### Task brief
Which of the lines below hold the word "highway"? Pull each of them out.

** Opening Entries provided block **

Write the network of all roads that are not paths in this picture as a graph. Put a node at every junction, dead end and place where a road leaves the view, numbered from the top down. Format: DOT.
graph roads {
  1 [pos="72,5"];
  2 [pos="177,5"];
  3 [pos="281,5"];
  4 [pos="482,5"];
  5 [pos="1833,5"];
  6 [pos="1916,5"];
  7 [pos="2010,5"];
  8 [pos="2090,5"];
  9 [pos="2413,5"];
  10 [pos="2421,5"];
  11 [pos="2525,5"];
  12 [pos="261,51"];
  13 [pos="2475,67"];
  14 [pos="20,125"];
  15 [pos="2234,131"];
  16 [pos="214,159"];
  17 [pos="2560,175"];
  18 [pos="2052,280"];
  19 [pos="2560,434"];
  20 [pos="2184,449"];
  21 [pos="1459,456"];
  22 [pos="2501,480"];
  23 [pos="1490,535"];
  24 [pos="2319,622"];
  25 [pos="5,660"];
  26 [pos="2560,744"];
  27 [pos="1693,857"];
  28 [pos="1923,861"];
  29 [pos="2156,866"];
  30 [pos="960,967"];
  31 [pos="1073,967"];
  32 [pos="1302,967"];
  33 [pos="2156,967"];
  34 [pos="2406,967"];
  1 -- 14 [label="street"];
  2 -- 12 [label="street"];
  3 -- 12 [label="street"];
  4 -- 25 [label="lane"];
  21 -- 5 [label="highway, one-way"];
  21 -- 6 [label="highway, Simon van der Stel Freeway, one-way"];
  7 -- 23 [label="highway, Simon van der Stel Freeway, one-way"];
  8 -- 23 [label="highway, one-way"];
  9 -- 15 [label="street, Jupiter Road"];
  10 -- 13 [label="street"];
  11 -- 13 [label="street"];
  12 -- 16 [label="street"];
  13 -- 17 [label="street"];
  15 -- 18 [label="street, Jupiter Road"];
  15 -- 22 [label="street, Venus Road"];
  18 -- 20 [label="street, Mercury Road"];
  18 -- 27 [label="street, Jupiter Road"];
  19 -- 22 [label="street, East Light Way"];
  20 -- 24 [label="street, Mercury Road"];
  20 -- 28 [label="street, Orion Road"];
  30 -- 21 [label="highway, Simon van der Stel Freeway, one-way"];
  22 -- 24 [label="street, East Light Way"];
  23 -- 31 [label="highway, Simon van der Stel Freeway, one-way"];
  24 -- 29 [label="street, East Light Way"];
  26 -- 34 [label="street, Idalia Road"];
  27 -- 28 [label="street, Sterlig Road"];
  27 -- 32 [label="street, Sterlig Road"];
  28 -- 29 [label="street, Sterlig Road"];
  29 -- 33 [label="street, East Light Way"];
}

** Closing Entries provided block **

### Solution
  21 -- 5 [label="highway, one-way"];
  21 -- 6 [label="highway, Simon van der Stel Freeway, one-way"];
  7 -- 23 [label="highway, Simon van der Stel Freeway, one-way"];
  8 -- 23 [label="highway, one-way"];
  30 -- 21 [label="highway, Simon van der Stel Freeway, one-way"];
  23 -- 31 [label="highway, Simon van der Stel Freeway, one-way"];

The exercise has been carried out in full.